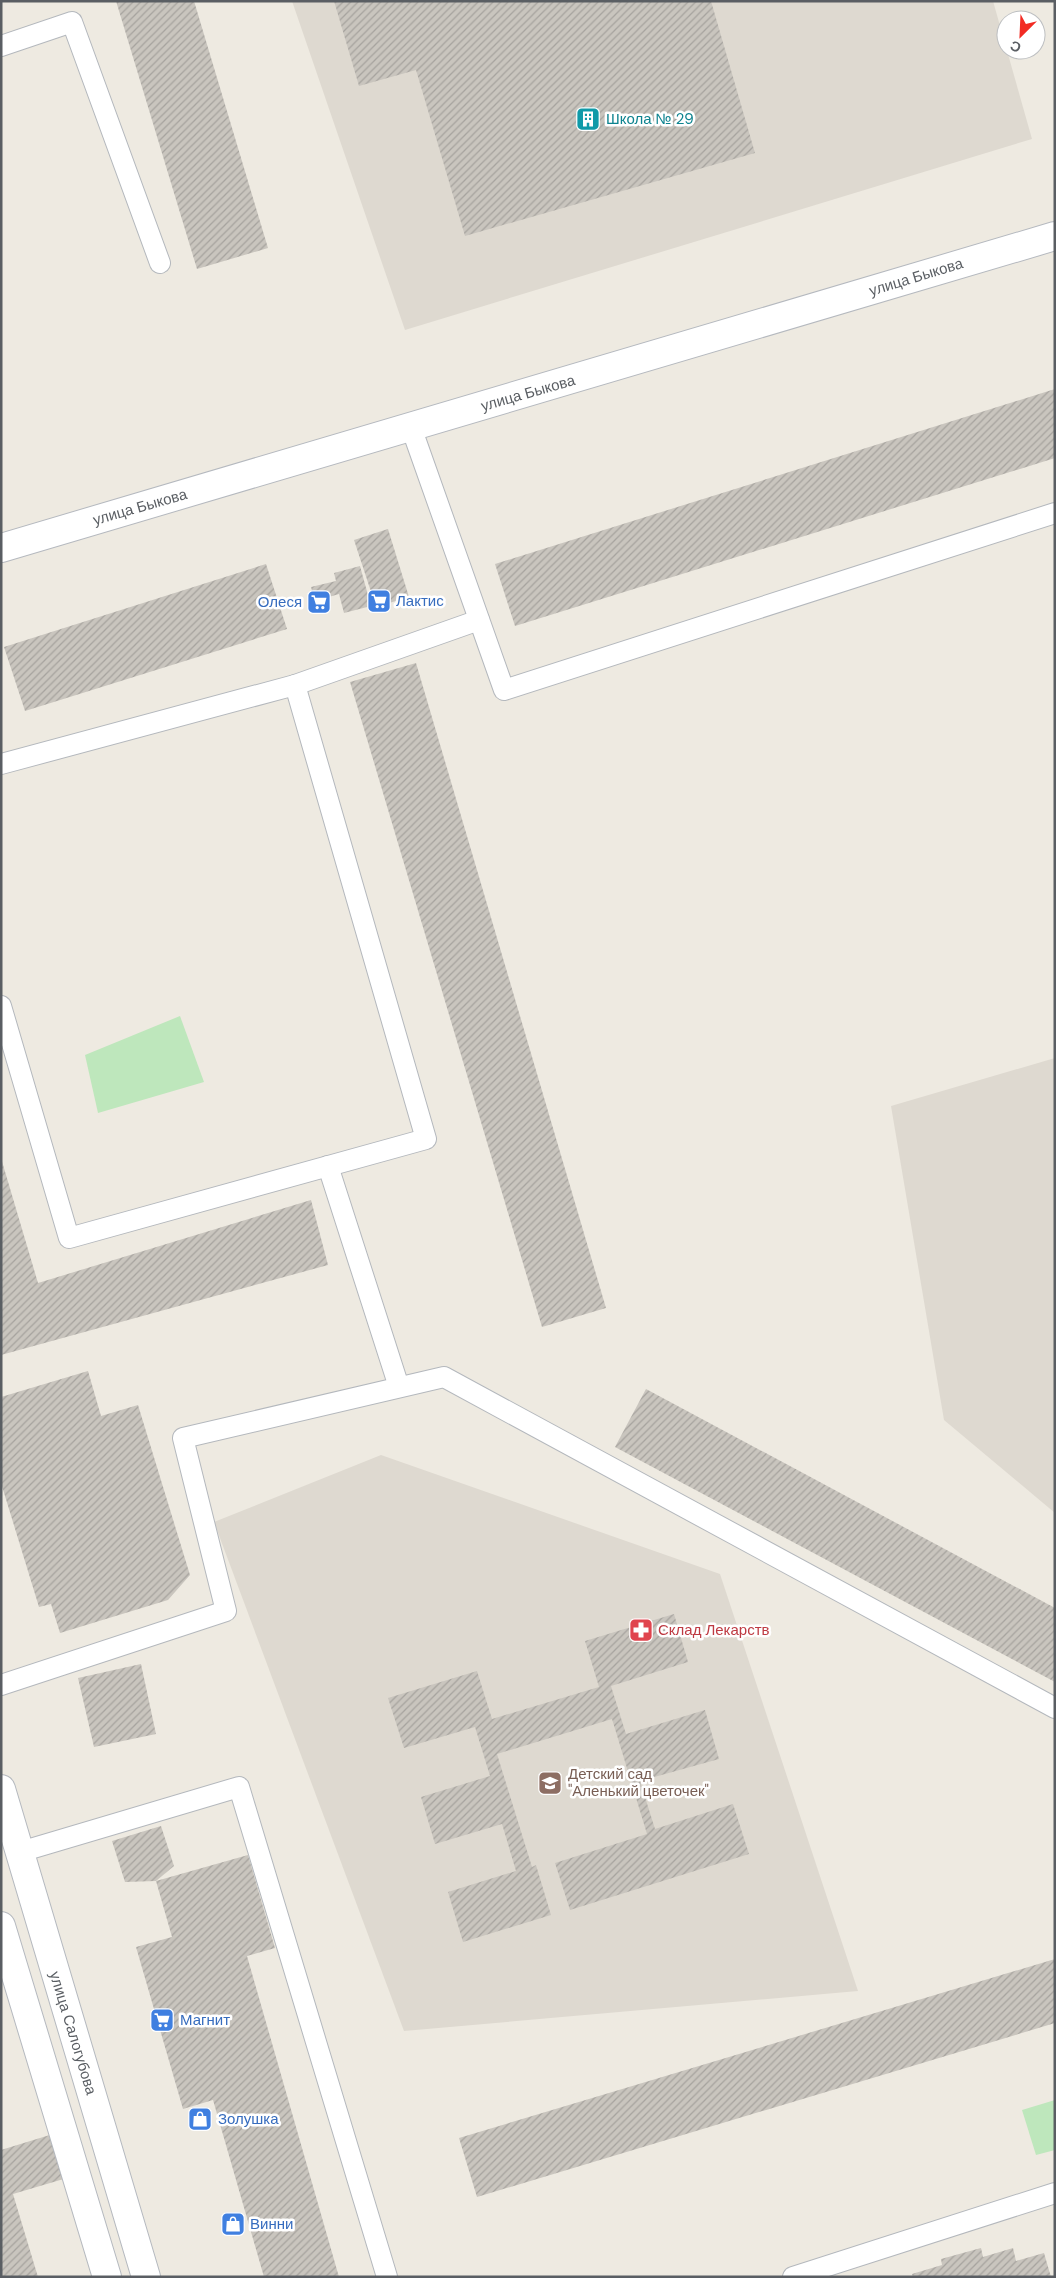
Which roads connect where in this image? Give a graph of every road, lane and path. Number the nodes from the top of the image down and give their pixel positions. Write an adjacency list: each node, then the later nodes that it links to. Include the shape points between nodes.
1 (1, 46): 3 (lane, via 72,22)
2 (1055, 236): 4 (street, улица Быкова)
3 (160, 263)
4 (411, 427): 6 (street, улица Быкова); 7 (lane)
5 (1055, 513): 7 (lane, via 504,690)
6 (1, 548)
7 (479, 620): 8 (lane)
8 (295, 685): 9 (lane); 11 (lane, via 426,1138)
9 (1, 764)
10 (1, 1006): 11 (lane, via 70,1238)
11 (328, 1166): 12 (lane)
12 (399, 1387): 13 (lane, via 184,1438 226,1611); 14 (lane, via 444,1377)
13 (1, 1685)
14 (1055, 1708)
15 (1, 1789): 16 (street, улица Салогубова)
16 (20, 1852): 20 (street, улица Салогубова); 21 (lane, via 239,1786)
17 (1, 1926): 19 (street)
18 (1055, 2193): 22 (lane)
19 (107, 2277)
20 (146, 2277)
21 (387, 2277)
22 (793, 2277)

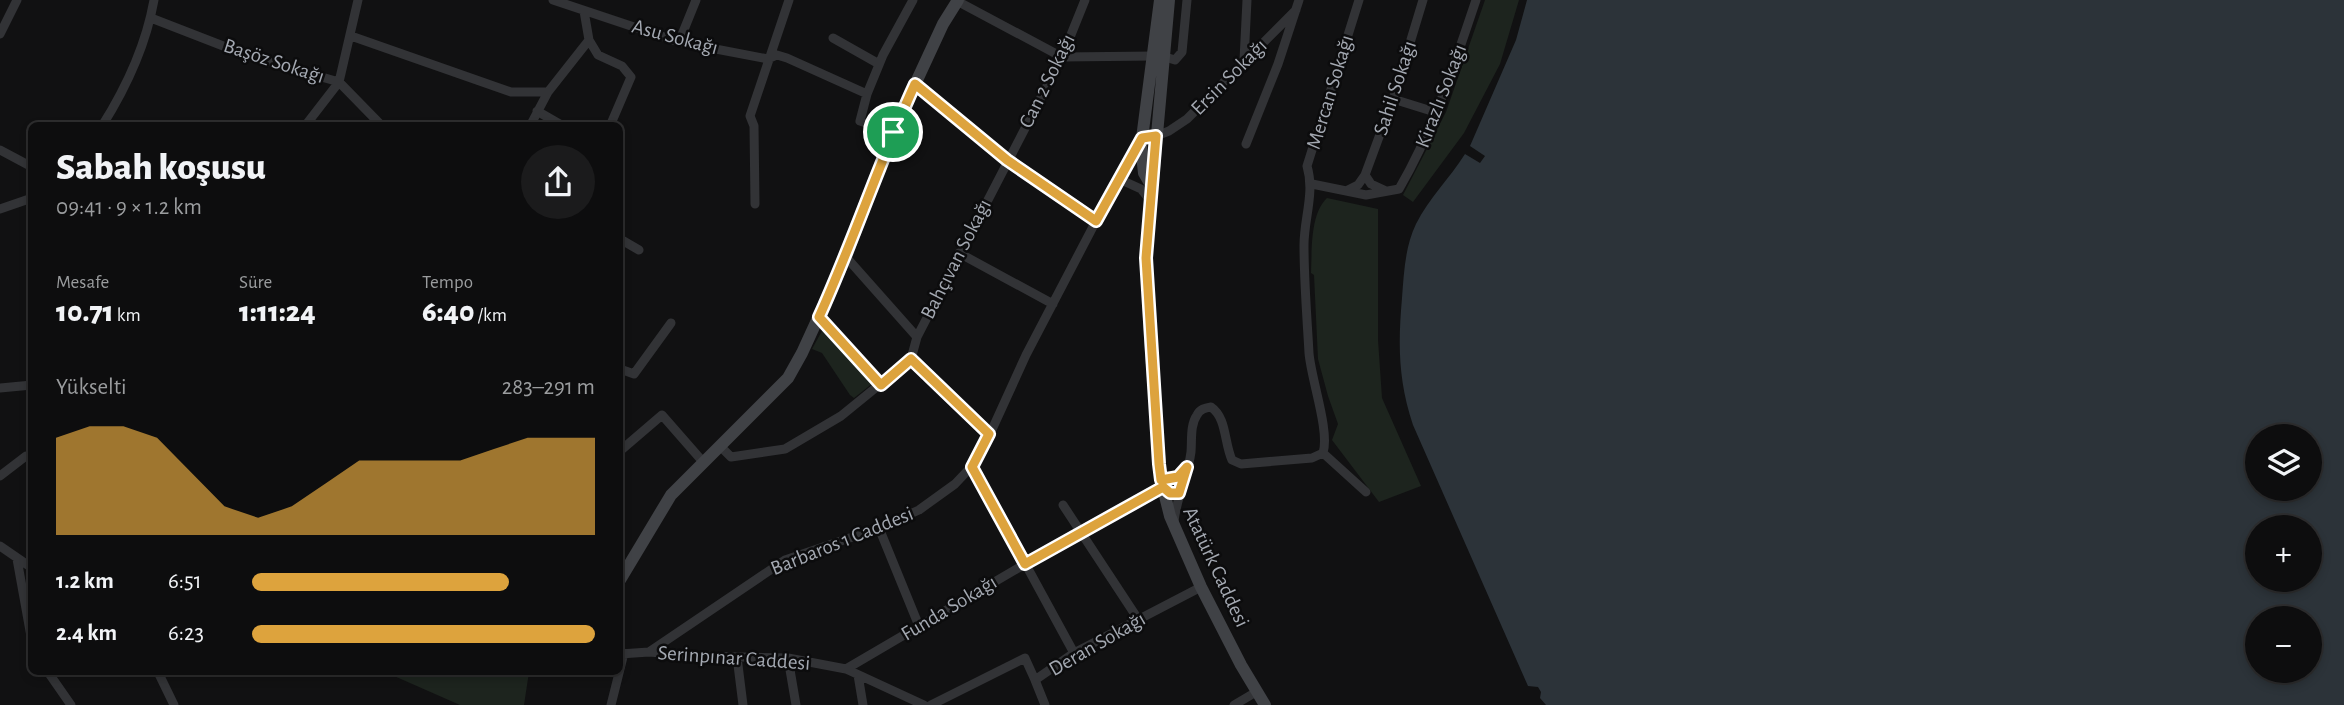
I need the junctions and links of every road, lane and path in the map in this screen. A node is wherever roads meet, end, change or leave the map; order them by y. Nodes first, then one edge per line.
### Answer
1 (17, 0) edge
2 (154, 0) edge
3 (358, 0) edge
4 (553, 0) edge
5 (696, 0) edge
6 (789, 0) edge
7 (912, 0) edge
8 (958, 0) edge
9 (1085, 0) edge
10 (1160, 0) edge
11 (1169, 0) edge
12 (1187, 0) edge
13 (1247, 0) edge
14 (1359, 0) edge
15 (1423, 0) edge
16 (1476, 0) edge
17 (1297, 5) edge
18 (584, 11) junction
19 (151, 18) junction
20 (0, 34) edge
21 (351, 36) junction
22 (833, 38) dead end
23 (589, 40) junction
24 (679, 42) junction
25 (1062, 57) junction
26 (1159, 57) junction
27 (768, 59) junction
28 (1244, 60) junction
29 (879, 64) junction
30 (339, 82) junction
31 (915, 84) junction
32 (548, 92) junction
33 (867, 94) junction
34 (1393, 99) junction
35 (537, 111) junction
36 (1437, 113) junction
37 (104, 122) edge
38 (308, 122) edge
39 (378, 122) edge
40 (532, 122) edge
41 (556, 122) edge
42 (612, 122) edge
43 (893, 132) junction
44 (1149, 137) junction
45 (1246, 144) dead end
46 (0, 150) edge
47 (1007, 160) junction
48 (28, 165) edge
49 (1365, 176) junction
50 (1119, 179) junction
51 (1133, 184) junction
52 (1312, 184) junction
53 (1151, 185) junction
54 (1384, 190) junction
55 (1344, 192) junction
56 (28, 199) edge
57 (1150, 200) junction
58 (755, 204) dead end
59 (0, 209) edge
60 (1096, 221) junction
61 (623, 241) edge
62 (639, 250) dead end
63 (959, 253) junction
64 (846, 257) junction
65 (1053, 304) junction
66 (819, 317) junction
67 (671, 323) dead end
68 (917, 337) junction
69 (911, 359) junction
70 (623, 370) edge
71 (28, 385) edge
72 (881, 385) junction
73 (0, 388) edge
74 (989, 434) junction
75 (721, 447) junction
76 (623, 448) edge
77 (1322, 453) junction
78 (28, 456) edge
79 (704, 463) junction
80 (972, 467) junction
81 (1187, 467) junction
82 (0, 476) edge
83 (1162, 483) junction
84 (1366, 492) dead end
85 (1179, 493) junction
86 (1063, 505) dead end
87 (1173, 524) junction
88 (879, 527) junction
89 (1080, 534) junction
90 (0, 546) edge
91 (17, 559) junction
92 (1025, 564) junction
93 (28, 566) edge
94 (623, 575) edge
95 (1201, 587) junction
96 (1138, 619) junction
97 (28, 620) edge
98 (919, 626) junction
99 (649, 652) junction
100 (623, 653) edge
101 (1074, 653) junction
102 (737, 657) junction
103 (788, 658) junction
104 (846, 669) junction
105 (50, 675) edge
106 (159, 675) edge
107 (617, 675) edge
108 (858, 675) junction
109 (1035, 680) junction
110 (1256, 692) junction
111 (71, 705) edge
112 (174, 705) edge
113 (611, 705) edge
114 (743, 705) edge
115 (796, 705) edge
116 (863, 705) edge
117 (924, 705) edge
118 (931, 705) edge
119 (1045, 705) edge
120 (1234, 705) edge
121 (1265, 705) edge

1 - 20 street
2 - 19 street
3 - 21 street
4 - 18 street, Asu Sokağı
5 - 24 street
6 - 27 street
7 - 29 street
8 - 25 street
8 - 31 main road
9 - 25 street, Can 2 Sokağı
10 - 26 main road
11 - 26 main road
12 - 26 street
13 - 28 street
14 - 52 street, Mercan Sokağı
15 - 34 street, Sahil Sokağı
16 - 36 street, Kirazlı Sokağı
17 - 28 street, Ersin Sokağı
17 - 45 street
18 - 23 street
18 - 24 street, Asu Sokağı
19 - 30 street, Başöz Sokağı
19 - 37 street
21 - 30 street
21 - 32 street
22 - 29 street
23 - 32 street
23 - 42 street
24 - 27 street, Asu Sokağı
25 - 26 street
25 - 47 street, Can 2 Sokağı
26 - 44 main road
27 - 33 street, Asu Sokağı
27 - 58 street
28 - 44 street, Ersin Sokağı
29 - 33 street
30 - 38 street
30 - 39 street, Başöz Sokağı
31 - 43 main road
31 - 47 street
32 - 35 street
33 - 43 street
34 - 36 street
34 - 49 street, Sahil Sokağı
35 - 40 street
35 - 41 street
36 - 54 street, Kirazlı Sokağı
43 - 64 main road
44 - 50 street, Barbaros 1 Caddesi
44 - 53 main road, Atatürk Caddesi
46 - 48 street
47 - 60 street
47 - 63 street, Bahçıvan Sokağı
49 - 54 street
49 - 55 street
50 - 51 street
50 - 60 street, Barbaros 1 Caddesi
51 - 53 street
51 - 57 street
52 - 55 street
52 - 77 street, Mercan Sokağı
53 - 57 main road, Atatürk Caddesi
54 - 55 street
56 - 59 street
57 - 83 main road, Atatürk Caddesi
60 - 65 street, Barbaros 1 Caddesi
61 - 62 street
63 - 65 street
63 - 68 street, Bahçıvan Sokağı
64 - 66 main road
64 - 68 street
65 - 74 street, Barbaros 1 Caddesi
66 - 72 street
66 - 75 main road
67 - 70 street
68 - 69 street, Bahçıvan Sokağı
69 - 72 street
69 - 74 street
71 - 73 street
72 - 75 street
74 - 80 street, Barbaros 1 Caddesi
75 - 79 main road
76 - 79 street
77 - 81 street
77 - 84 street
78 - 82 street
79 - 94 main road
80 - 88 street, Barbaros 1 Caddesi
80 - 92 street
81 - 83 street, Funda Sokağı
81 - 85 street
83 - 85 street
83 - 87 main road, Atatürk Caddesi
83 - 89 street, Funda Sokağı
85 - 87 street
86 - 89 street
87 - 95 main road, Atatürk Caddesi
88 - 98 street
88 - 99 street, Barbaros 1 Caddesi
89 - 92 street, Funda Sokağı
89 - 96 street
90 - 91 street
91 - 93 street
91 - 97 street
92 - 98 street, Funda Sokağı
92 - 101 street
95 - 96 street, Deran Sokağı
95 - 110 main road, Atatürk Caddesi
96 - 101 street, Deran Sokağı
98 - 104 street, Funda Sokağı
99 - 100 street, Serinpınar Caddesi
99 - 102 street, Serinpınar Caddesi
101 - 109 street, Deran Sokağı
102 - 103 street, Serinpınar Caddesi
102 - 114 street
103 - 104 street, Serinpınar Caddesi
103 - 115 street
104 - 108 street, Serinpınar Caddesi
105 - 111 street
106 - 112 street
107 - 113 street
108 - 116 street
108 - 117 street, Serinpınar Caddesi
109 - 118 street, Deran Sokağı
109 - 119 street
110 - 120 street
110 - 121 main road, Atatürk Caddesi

------------------------------------

▶ [What needs to be done]:
Lines with the word "dead" in them are the answer; report each one from the data.

▶ [Answer to the problem]:
22 (833, 38) dead end
45 (1246, 144) dead end
58 (755, 204) dead end
62 (639, 250) dead end
67 (671, 323) dead end
84 (1366, 492) dead end
86 (1063, 505) dead end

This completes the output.